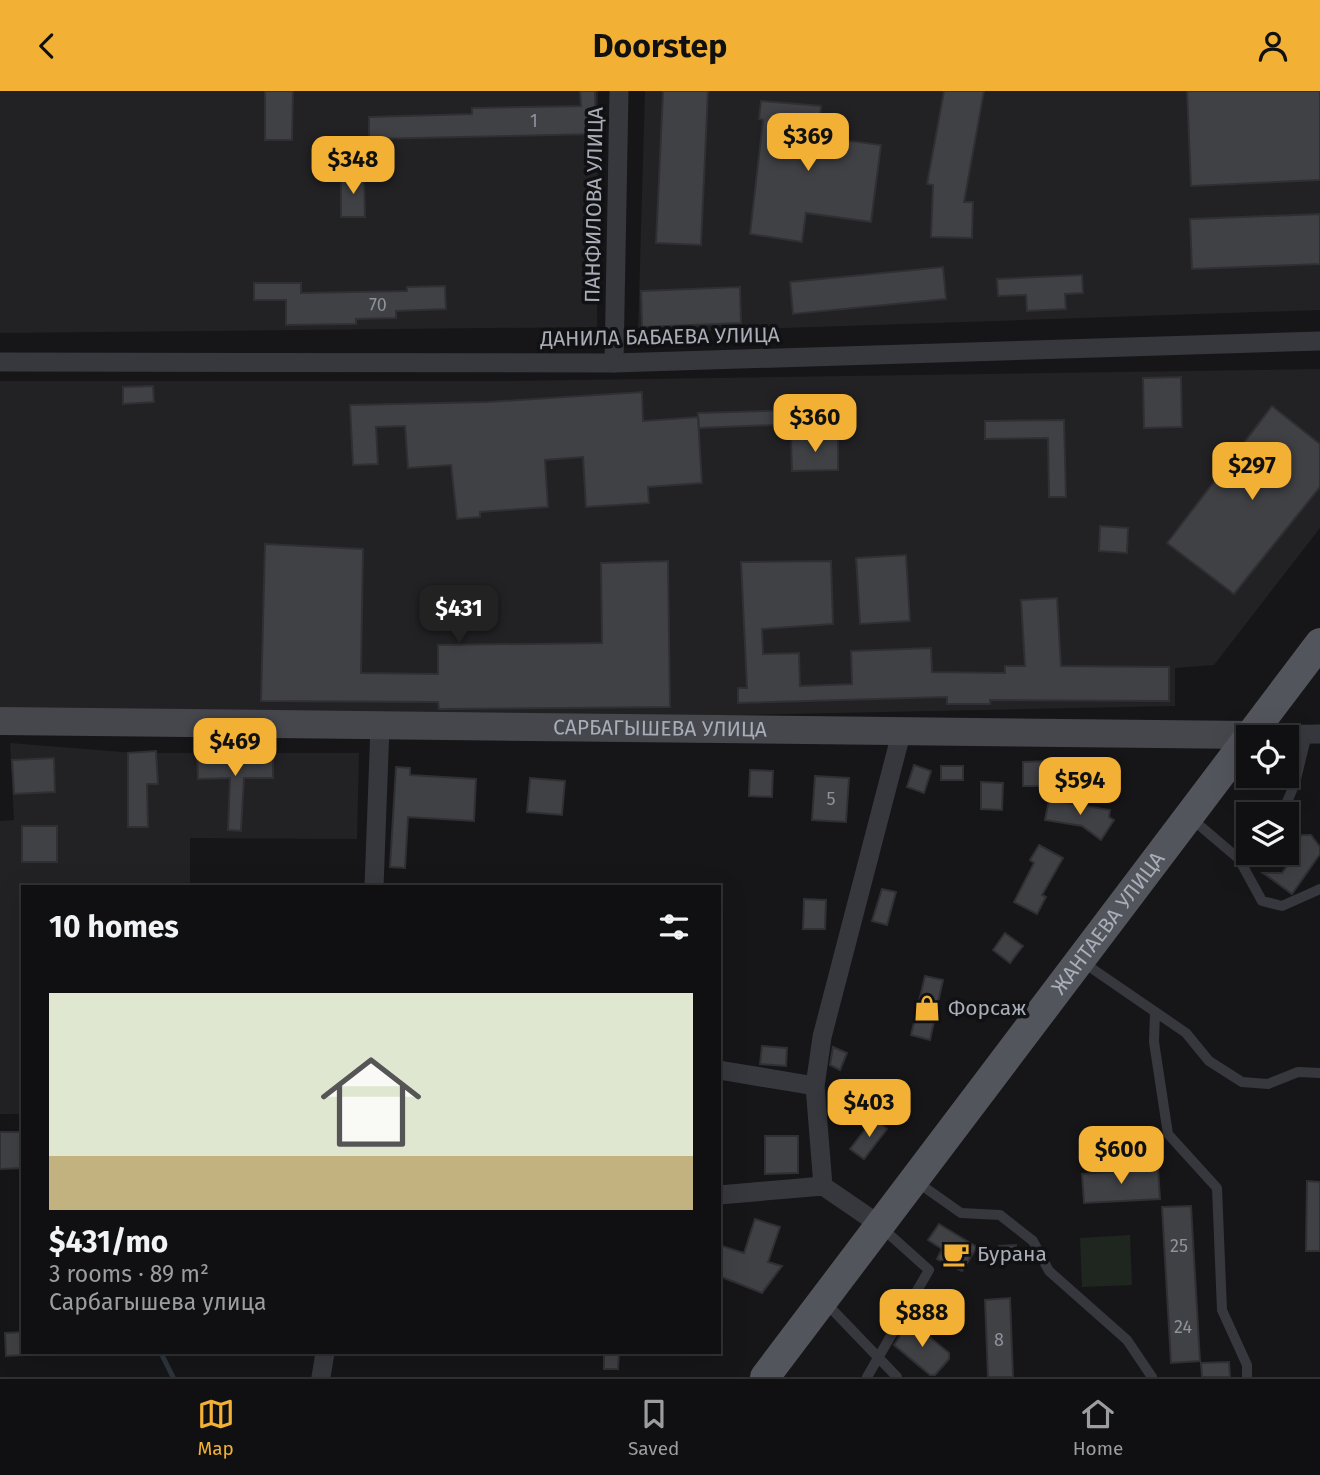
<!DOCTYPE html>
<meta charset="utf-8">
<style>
:root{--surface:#101012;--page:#1e1e20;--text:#f1f3f6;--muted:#9c9d9f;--line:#303032;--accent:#f2b134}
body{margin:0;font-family:"Fira Sans",sans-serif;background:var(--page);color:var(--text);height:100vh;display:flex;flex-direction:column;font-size:26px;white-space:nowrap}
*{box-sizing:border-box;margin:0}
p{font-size:23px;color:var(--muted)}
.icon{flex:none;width:38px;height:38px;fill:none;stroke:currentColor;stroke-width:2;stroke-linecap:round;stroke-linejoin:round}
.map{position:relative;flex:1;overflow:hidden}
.sheet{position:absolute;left:21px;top:794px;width:700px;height:469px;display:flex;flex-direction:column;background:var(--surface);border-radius:0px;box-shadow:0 7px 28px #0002,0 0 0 2px var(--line)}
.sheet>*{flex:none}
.buttons{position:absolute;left:1236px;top:634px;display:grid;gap:14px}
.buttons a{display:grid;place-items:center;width:63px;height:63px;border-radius:0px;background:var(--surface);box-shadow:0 7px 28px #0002,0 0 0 2px var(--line);font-size:35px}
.price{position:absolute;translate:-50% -60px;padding:0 16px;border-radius:14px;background:var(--accent);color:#111;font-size:23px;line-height:46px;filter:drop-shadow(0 2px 4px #0008)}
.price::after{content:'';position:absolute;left:50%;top:42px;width:21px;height:16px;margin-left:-10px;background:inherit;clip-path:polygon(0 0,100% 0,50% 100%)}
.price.current{background:#222;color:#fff}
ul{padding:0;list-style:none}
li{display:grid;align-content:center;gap:14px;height:371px;padding:0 28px}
li span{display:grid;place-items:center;height:217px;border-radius:0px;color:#555}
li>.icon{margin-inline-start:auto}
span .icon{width:126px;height:126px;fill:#fffc;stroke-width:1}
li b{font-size:30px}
h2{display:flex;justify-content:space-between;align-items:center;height:84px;padding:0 28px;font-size:30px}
header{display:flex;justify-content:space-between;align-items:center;height:91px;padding:0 28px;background:var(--accent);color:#111;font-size:32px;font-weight:700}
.tabs{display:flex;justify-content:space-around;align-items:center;height:98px;border-top:2px solid var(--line);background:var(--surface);font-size:19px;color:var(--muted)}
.tabs a{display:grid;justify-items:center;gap:4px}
.tabs .current{color:var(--accent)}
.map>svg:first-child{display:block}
.built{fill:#222225}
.green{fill:#1e261f}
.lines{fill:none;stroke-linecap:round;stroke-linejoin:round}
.stream{stroke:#2c353c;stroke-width:5}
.building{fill:#404145;stroke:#303034;stroke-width:2}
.lane{stroke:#37383d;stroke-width:10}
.street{stroke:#37383d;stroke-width:19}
.secondary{stroke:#45474d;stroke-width:28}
.primary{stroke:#53555c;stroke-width:30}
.labels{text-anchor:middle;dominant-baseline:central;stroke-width:7;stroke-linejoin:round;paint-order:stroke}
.number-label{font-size:18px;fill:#8e929b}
.street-label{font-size:21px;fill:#a8adb8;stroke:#111113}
.poi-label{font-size:21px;fill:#a8adb8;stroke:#111113;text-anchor:start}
</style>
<header><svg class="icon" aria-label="back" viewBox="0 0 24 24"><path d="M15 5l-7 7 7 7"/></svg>Doorstep<svg class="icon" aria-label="person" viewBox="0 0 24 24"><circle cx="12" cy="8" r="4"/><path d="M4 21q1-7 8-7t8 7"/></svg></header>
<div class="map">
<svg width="1320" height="1286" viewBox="0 0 1320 1286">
<rect width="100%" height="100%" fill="#161618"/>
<!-- built -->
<g class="built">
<polygon points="0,0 598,0 597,236 0,242"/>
<polygon points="645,0 1320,0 1320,219 638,242"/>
<polygon points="1320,278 1320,437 1214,574 1175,577 1175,615 593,627 0,620 0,290 508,290"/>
<polygon points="10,652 135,662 359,662 357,748 190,747 190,796 23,796 23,1023 0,1023 0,730 14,729"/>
</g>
<!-- green -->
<polygon class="green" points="1130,1144 1132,1194 1082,1196 1080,1147"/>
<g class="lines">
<!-- stream -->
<polyline class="stream" points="161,1262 173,1286"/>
</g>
<!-- building -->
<g class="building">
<polygon points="265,0 293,0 292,49 265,49"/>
<polygon points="580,0 595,0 596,43 369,48 369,26 472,23 472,17 581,15"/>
<polygon points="663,0 708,0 701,154 656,152"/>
<polygon points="944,0 984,0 964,111 973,111 972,147 931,146 933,94 927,93"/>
<polygon points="1187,0 1320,0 1320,89 1191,95"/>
<polygon points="761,10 821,15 819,46 881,54 871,131 806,122 802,151 750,143 763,29 759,28"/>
<polygon points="341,83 364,83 365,126 341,126"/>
<polygon points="1320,123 1320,173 1192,178 1190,128"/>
<polygon points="943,176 946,208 793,223 790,191"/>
<polygon points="1082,184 1083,202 1065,203 1066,218 1027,220 1026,204 998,205 997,188"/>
<polygon points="254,192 301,192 301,202 407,200 407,196 445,195 446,218 396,220 396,227 356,228 356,233 286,234 286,209 254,209"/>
<polygon points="740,196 741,232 642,236 641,200"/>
<polygon points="1181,286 1182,336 1144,337 1143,287"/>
<polygon points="153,295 154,311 123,313 123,296"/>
<polygon points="642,301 643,330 698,326 702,392 648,396 649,412 586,416 583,366 545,369 548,416 480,421 480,426 457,428 451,374 408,377 405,335 376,336 378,373 353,374 350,314 487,311"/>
<polygon points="1272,315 1320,353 1320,396 1234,503 1167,452"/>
<polygon points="796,319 797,333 699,337 698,322"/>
<polygon points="1064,329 1066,406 1049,406 1048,347 985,348 985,330"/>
<polygon points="838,346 838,379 792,380 791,348"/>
<polygon points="1100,435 1128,437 1127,462 1099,460"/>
<polygon points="265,453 363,458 361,582 438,583 438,554 602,552 601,472 668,470 670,616 439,618 438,611 261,610"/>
<polygon points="906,464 910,530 860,533 856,467"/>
<polygon points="831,470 833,533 762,538 763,563 799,562 800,595 852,593 851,560 931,557 932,581 1005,582 1005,575 1025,575 1021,509 1057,507 1061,575 1169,576 1169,610 990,609 990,613 947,613 947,606 738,612 738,597 747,597 741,471"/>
<polygon points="156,660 158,693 147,693 148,736 128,736 128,662"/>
<polygon points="273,664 273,687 244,687 241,740 228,739 230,687 198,688 197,665"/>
<polygon points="54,667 55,701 14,703 12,669"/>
<polygon points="1050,670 1050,695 1023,695 1023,671"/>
<polygon points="914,674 931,680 924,702 907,696"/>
<rect x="941" y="675" width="22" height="14"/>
<polygon points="396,676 410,677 410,684 476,688 474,730 408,726 405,777 390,776"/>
<polygon points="750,679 773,680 772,706 749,705"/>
<polygon points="815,685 849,687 846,731 812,729"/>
<polygon points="530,687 565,690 562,724 527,721"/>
<polygon points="981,691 1003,692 1002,719 981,718"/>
<polygon points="1049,709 1110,719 1109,726 1114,729 1101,749 1082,735 1045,729"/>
<rect x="22" y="735" width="35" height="36"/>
<polygon points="1302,744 1311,744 1320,756 1320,763 1292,803 1263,782 1282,782 1298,760 1298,748"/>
<polygon points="1039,754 1063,767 1042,804 1046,806 1037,823 1014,811 1034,772 1030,769"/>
<polygon points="882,798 896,801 887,834 872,830"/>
<polygon points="804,808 826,809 825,838 803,838"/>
<polygon points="1005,842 1023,855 1010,872 993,859"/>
<polygon points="925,885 943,889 930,949 911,944"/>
<polygon points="762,955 787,957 786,975 760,973"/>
<polygon points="833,956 847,962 840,979 830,974"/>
<polygon points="874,1027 887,1038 864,1068 850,1058"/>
<polygon points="0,1041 23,1041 23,1077 0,1078"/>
<polygon points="765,1045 798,1045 798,1082 765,1083"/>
<polygon points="1158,1078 1160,1108 1084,1112 1082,1083"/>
<polygon points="1307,1090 1320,1091 1320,1160 1306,1160"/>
<polygon points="1191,1115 1200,1270 1171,1272 1162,1116"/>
<polygon points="755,1128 780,1136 768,1171 782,1175 762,1202 719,1185 719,1154 744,1162"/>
<polygon points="939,1133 977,1156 962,1180 937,1168 942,1158 928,1149"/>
<polygon points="1016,1154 1016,1169 1000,1170 999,1155"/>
<polygon points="1010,1207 1013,1286 988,1286 985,1209"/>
<polygon points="910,1230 949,1262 949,1268 935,1284 930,1284 894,1254"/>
<polygon points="23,1241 23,1264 6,1265 5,1242"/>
<polygon points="604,1262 619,1262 618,1278 604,1278"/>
<polygon points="1229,1271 1230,1286 1202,1286 1201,1272"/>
</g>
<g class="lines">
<!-- lane -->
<g class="lane">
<polyline points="1282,723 1295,692 1307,643"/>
<polyline points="1192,728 1239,768 1262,810 1282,815 1320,798"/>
<polyline points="1261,770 1265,761"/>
<polyline points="1084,872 1186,942 1209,970 1242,991 1268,993 1298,981 1320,982"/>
<polyline points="1155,921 1154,951 1168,1043 1217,1097 1222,1219 1247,1274 1247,1286"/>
<polyline points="917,1091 961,1122 1000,1124 1033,1150 1049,1180 1127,1249 1152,1286"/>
<polyline points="825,1211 897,1286"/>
<polyline points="867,1286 929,1179 881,1136"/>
</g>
<!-- street -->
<g class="street">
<polyline points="0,271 614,272 1320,250"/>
<polyline points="614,272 619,0"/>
<polyline points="1250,644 1320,643"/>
<polyline points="374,796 380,635"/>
<polyline points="719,979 815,995"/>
<polyline points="823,1095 815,995 822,946 902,639"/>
<polyline points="719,1104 823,1095 880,1134"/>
<polyline points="321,1286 325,1262"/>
</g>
<!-- secondary -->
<path class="secondary" id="s1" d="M0 630 1250 644"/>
<!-- primary -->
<g class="primary">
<polyline points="1249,646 1320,552"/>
<path id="s2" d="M765 1286 1248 647"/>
</g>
</g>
<!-- icons -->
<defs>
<g id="shop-bare" transform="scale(2.1)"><path d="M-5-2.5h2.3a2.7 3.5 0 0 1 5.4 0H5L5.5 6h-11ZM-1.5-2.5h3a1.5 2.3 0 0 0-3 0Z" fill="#f2b134" stroke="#111113" stroke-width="2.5" paint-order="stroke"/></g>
<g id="cafe-bare" transform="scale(2.1)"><path d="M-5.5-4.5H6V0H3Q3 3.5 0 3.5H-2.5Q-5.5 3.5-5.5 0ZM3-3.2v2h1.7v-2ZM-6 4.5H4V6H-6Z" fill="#f2b134" stroke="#111113" stroke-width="2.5" paint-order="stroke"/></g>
</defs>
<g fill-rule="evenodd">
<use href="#shop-bare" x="927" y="917"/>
<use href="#cafe-bare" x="956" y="1163"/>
</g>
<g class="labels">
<!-- number labels -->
<g class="number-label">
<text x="534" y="30">1</text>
<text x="378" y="214">70</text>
<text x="831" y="708">5</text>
<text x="1179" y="1155">25</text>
<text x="1183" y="1236">24</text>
<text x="999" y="1249">8</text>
</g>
<!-- street labels -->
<g class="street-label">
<text transform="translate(594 114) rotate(-89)">ПАНФИЛОВА УЛИЦА</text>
<text transform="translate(660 246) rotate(-1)">ДАНИЛА БАБАЕВА УЛИЦА</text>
<text stroke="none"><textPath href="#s1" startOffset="660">САРБАГЫШЕВА УЛИЦА</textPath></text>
<text stroke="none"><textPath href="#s2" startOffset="569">ЖАНТАЕВА УЛИЦА</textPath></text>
</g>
<!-- poi labels -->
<g class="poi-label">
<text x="948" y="917">Форсаж</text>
<text x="977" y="1163">Бурана</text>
</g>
</g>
</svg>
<div class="buttons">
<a><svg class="icon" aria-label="locate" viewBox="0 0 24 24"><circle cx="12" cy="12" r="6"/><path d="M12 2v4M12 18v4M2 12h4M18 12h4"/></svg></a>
<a><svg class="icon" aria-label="layers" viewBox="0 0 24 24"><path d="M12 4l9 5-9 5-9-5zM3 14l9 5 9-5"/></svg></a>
</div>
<b class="price" style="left:808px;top:82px">$369</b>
<b class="price" style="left:353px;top:105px">$348</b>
<b class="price" style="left:815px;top:363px">$360</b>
<b class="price" style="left:1252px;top:411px">$297</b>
<b class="price current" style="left:459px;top:554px">$431</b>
<b class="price" style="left:235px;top:687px">$469</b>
<b class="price" style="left:1080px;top:726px">$594</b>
<b class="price" style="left:869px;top:1048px">$403</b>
<b class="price" style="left:1121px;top:1095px">$600</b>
<b class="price" style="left:922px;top:1258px">$888</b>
<section class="sheet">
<h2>10 homes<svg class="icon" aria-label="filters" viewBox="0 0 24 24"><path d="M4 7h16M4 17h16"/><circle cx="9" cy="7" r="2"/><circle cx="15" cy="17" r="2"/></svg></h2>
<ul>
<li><span style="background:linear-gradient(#dfe7d0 75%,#c2b280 0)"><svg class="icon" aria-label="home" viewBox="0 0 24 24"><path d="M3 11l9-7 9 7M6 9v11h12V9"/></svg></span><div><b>$431/mo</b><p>3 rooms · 89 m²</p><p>Сарбагышева улица</p></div></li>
</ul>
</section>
</div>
<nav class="tabs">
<a class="current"><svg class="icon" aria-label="map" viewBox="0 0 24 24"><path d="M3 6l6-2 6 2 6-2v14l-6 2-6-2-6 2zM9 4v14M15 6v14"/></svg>Map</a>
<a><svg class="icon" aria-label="saved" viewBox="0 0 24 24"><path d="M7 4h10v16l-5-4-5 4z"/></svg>Saved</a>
<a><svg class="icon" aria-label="home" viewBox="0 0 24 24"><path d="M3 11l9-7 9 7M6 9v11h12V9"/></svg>Home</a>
</nav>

+ + + +

Within the listing above, count each line that holds the word "buttons"; the answer is that number alone.

3